Introduction

The death of a cell is no longer thought of as something undesirable for the individual. It is understood that cell death is an essential complement to cell division, without which the building of complex multicellular organisms would be impossible. Programmed cell death, or apoptosis, is the mechanism by which cells are eliminated by proteins encoded by the host genome. The genes that code for these proteins have been found in all eukaryotic organisms investigated, and are recognized as homologous (Vaux et al. 1994). It is customary to distinguish apoptosis from necrosis, a series of irreversible changes to the cell following injury.

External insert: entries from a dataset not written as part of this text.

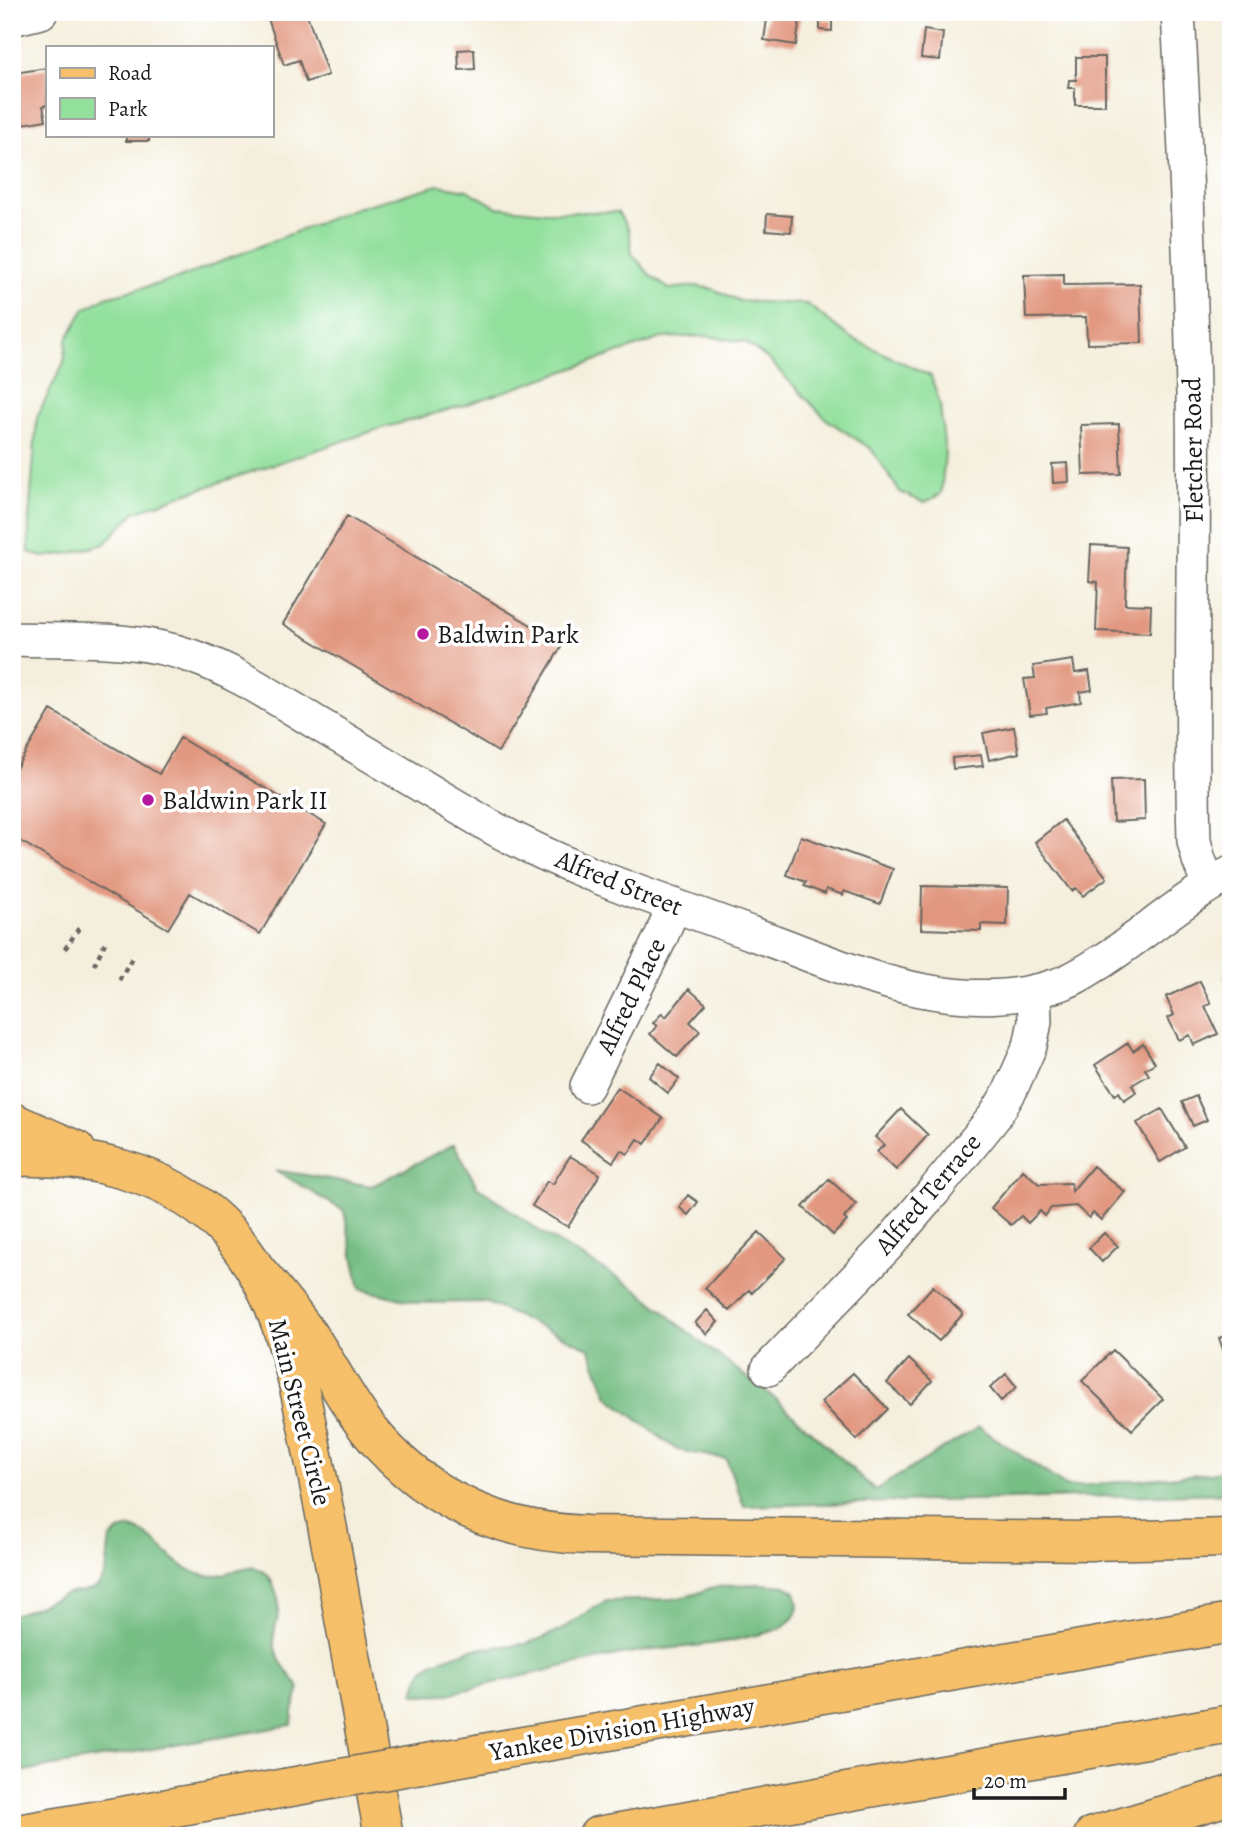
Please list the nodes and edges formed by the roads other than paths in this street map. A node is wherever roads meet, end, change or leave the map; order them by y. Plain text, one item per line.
1 (41, 12) edge
2 (1178, 12) edge
3 (12, 19) edge
4 (12, 639) edge
5 (1220, 879) edge
6 (674, 905) junction
7 (1034, 991) junction
8 (587, 1086) dead end
9 (12, 1122) edge
10 (12, 1157) edge
11 (123, 1169) junction
12 (256, 1270) junction
13 (768, 1368) dead end
14 (1231, 1538) edge
15 (1231, 1623) edge
16 (1231, 1724) edge
17 (1231, 1795) edge
18 (12, 1835) edge
19 (384, 1836) edge
20 (598, 1836) edge
21 (1093, 1836) edge

1 - 3 street
2 - 5 street, Fletcher Road
4 - 6 street, Alfred Street
5 - 7 street, Alfred Street
6 - 7 street, Alfred Street
6 - 8 street, Alfred Place
7 - 13 street, Alfred Terrace
9 - 11 main road
10 - 11 main road, Main Street Circle
11 - 12 main road, Main Street Circle
12 - 14 main road
12 - 19 main road, Main Street Circle
15 - 18 main road, Yankee Division Highway, bridge
16 - 20 main road
17 - 21 main road

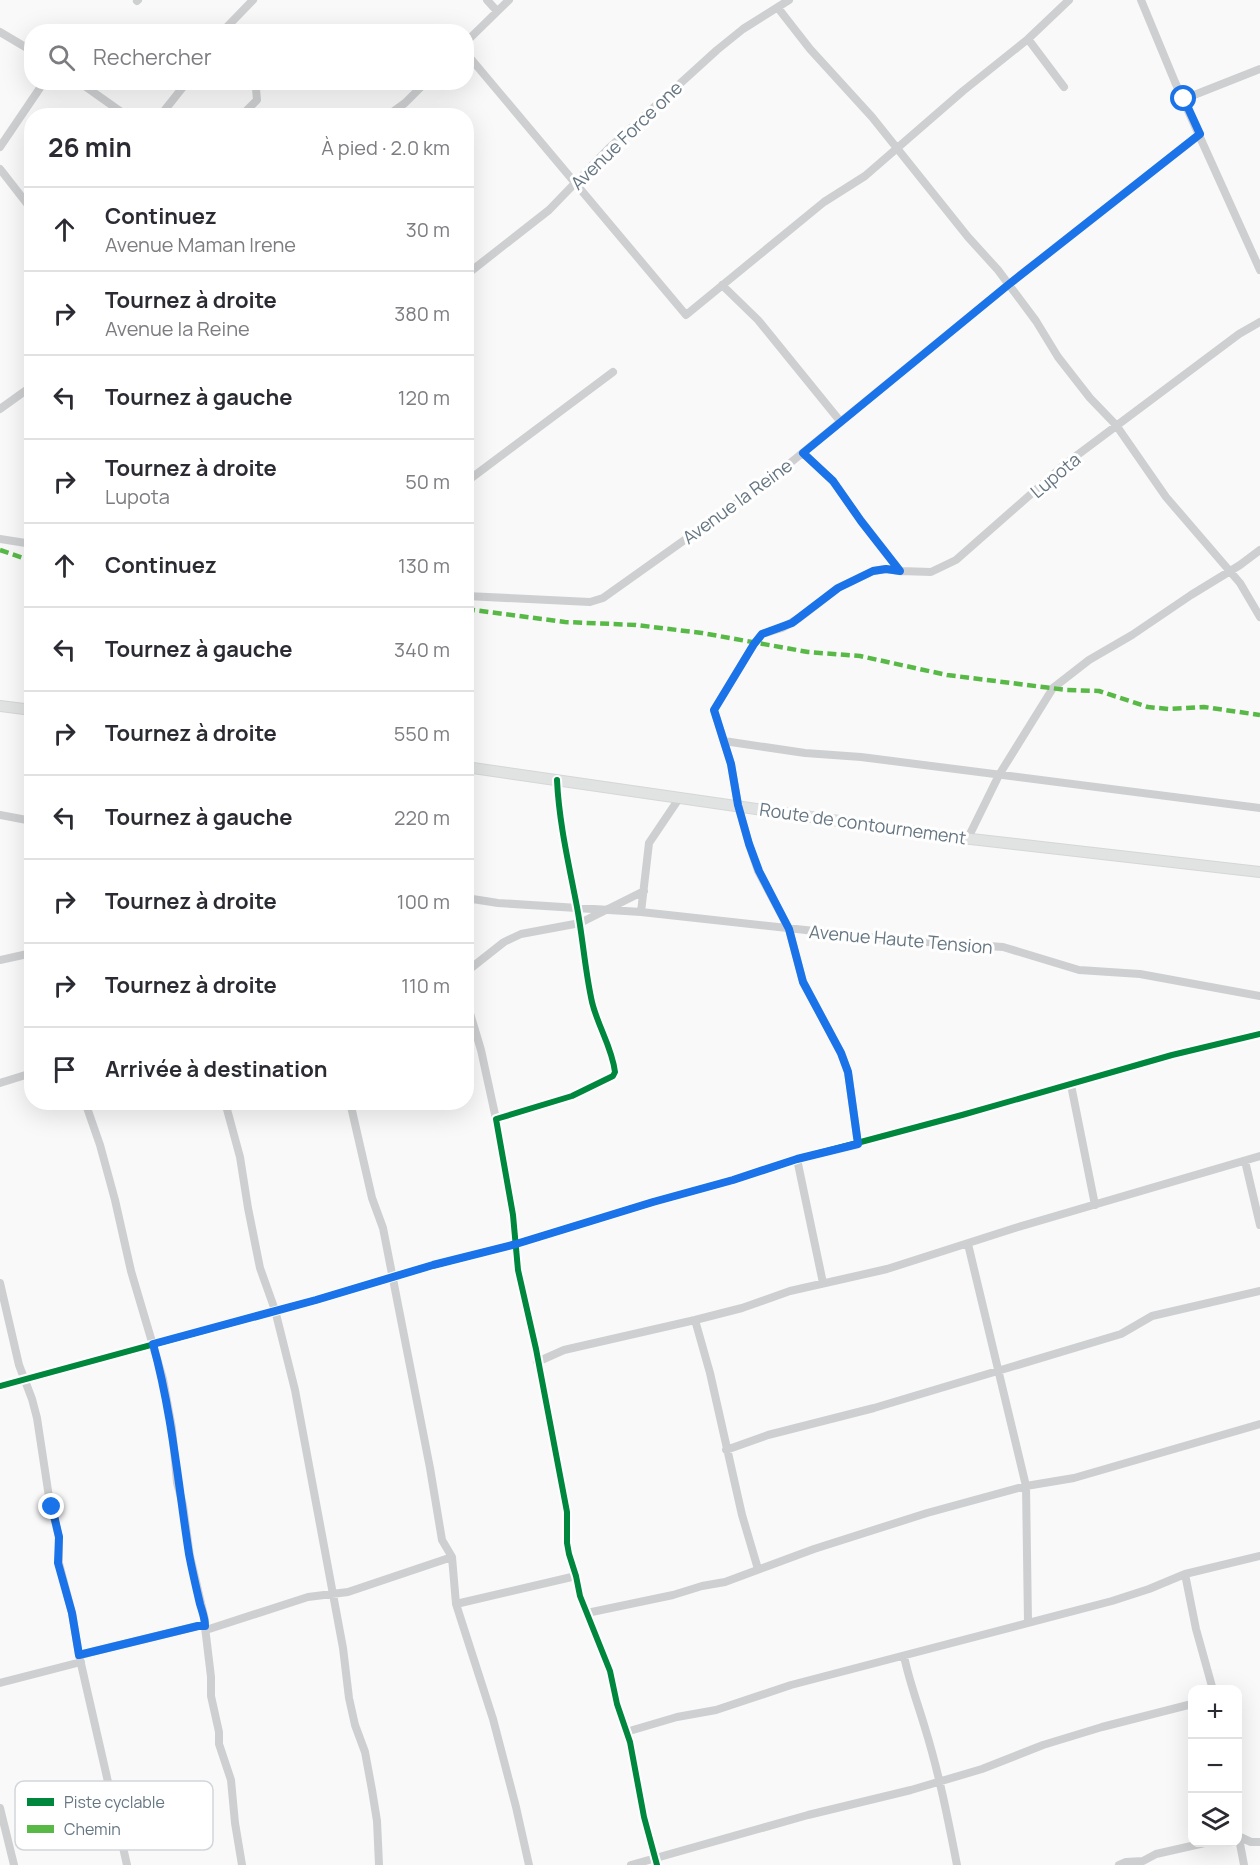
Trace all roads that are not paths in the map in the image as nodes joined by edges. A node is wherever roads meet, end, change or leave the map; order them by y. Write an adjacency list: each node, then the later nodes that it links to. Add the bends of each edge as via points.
1 (253, 0): 9 (street)
2 (487, 0): 8 (street)
3 (509, 0): 8 (street)
4 (789, 0): 7 (street, Avenue Force one)
5 (1069, 0): 12 (street)
6 (1141, 0): 22 (street)
7 (778, 8): 31 (street); 33 (street, Avenue Force one, via 743,29 717,51)
8 (497, 11): 11 (street)
9 (230, 24)
10 (0, 32): 13 (street)
11 (474, 34)
12 (1028, 39): 16 (street); 31 (street)
13 (24, 46)
14 (474, 63): 33 (street)
15 (1260, 69): 22 (street)
16 (1064, 87)
17 (39, 90): 23 (street)
18 (91, 90): 24 (street)
19 (181, 90): 25 (street)
20 (256, 90): 26 (street, via 257,99)
21 (418, 90): 27 (street)
22 (1184, 99): 29 (street)
23 (26, 108)
24 (116, 108)
25 (166, 108)
26 (249, 108)
27 (398, 108)
28 (24, 112): 30 (street)
29 (1200, 134): 35 (street); 39 (street, Avenue la Reine)
30 (0, 147)
31 (897, 147): 38 (street); 39 (street)
32 (0, 169): 34 (street)
33 (574, 183): 36 (street, Avenue Force one, via 549,210); 38 (street, via 686,315)
34 (24, 200)
35 (1257, 256): 37 (street)
36 (474, 269)
37 (1260, 270)
38 (722, 285): 44 (street, via 758,320)
39 (1008, 285): 44 (street, Avenue la Reine); 45 (street, via 1071,374)
40 (1260, 322): 45 (street, Lupota)
41 (613, 372): 47 (street)
42 (24, 392): 43 (street)
43 (0, 409)
44 (840, 421): 46 (street, Avenue la Reine)
45 (1116, 425): 51 (street, Lupota, via 956,560 931,572); 52 (street, via 1166,497)
46 (803, 453): 51 (street, via 833,481); 53 (street, Avenue la Reine, via 599,600)
47 (474, 476)
48 (0, 539): 49 (street)
49 (24, 543)
50 (1260, 550): 52 (street)
51 (900, 571): 57 (street, Lupota, via 873,571 838,588 782,628 762,634 714,710)
52 (1230, 571): 54 (street); 59 (street, via 1089,660 1053,688)
53 (474, 596)
54 (1260, 617)
55 (0, 706): 56 (street)
56 (24, 709)
57 (724, 741): 59 (street); 62 (street, Lupota)
58 (474, 768): 60 (street, Route de contournement)
59 (999, 775): 63 (street); 66 (street)
60 (557, 780): 61 (street, Route de contournement); 70 (street, via 558,811)
61 (680, 797): 62 (street, Route de contournement); 68 (street, via 649,843)
62 (738, 805): 66 (street, Route de contournement); 74 (street, Lupota, via 759,871)
63 (1260, 808)
64 (0, 815): 65 (street)
65 (24, 820)
66 (968, 838): 67 (street, Route de contournement)
67 (1260, 872)
68 (644, 891): 71 (street); 72 (street)
69 (474, 899): 70 (street, Avenue Haute Tension)
70 (577, 908): 71 (street, Avenue Haute Tension); 73 (street)
71 (607, 909): 72 (street, Avenue Haute Tension); 73 (street)
72 (641, 912): 74 (street, Avenue Haute Tension)
73 (580, 923): 77 (street, via 521,934); 87 (street, via 592,1005 609,1044 615,1073 572,1096)
74 (789, 929): 78 (street, Avenue Haute Tension, via 1003,947 1078,970 1140,975); 88 (street, Lupota, via 803,982 848,1072)
75 (24, 955): 76 (street)
76 (0, 960)
77 (474, 966)
78 (1260, 996)
79 (474, 1025): 87 (street)
80 (1260, 1034): 83 (street)
81 (24, 1076): 82 (street)
82 (0, 1083)
83 (1071, 1085): 88 (street); 92 (street)
84 (88, 1110): 102 (street)
85 (227, 1110): 100 (street, via 260,1268)
86 (352, 1110): 96 (street)
87 (496, 1119): 94 (street)
88 (858, 1144): 90 (street)
89 (1260, 1156): 91 (street)
90 (797, 1159): 94 (street); 98 (street)
91 (1245, 1161): 92 (street); 93 (street)
92 (1095, 1205): 95 (street)
93 (1260, 1225)
94 (516, 1244): 96 (street); 103 (street)
95 (968, 1244): 98 (street, via 887,1269); 104 (street)
96 (393, 1277): 100 (street); 111 (street, via 442,1540)
97 (0, 1283): 105 (street)
98 (823, 1283): 101 (street)
99 (1260, 1292): 104 (street, via 1152,1316 1120,1334)
100 (275, 1311): 102 (street); 115 (street, via 297,1400)
101 (695, 1320): 103 (street, via 564,1350); 108 (street)
102 (153, 1344): 105 (street); 119 (street, via 163,1379 177,1483)
103 (537, 1362): 114 (street)
104 (998, 1369): 108 (street); 109 (street)
105 (25, 1379): 106 (street); 121 (street, via 37,1418 59,1537 58,1563)
106 (0, 1386)
107 (1260, 1424): 109 (street, via 1074,1478)
108 (726, 1450): 112 (street)
109 (1026, 1486): 112 (street, via 852,1536); 118 (street)
110 (1260, 1556): 113 (street)
111 (452, 1557): 115 (street); 116 (street)
112 (758, 1569): 117 (street, via 725,1582)
113 (1185, 1574): 118 (street, via 1112,1601); 123 (street)
114 (576, 1576): 116 (street); 117 (street)
115 (333, 1594): 119 (street, via 308,1597); 138 (street, via 349,1698 372,1790)
116 (456, 1604): 139 (street, via 493,1719)
117 (587, 1613): 125 (street, via 608,1665)
118 (1028, 1622): 120 (street)
119 (205, 1628): 121 (street, via 188,1628); 137 (street, via 211,1696 219,1744 231,1780)
120 (904, 1656): 125 (street); 127 (street)
121 (80, 1659): 122 (street); 126 (street)
122 (0, 1683)
123 (1212, 1685)
124 (1188, 1705): 127 (street, via 1102,1727)
125 (626, 1732): 134 (street)
126 (108, 1781)
127 (940, 1782): 134 (street, via 808,1815); 141 (street)
128 (0, 1808): 135 (street)
129 (1242, 1837): 130 (street)
130 (1260, 1842)
131 (1188, 1847): 142 (street)
132 (1240, 1847): 143 (street)
133 (124, 1850): 136 (street)
134 (656, 1862): 140 (street)
135 (14, 1865)
136 (127, 1865)
137 (242, 1865)
138 (379, 1865)
139 (528, 1865)
140 (631, 1865)
141 (957, 1865)
142 (1119, 1865)
143 (1244, 1865)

During necrosis, a swelling of the cytoplasmic membranes culminates in rupture and the release of lysosomal enzymes. In vivo, necrosis is often accompanied by an inflammatory response. During apoptosis, compaction and segregation of nuclear chromatin is accompanied by a convolution of the plasma membranes. These membranous folds give rise to “apoptotic bodies” filled with densely packed organelles. Apoptosis is also associated with double-strand cleavage of nuclear DNA between nucleosomes, which results in a “ladder” oligonucleosomal fragments on an electrophoretic gel (Wyllie 1987). Apoptosis has been further divided into heterophagic (type I) and autophagic (type II) mechanisms, the latter of which appears similar to necrosis. Conventionally, type I apoptosis is seen in highly mitotic lines or in the reticuloendothelial system, and involves nuclear collapse, condensation of chromatin, and cell fragmentation.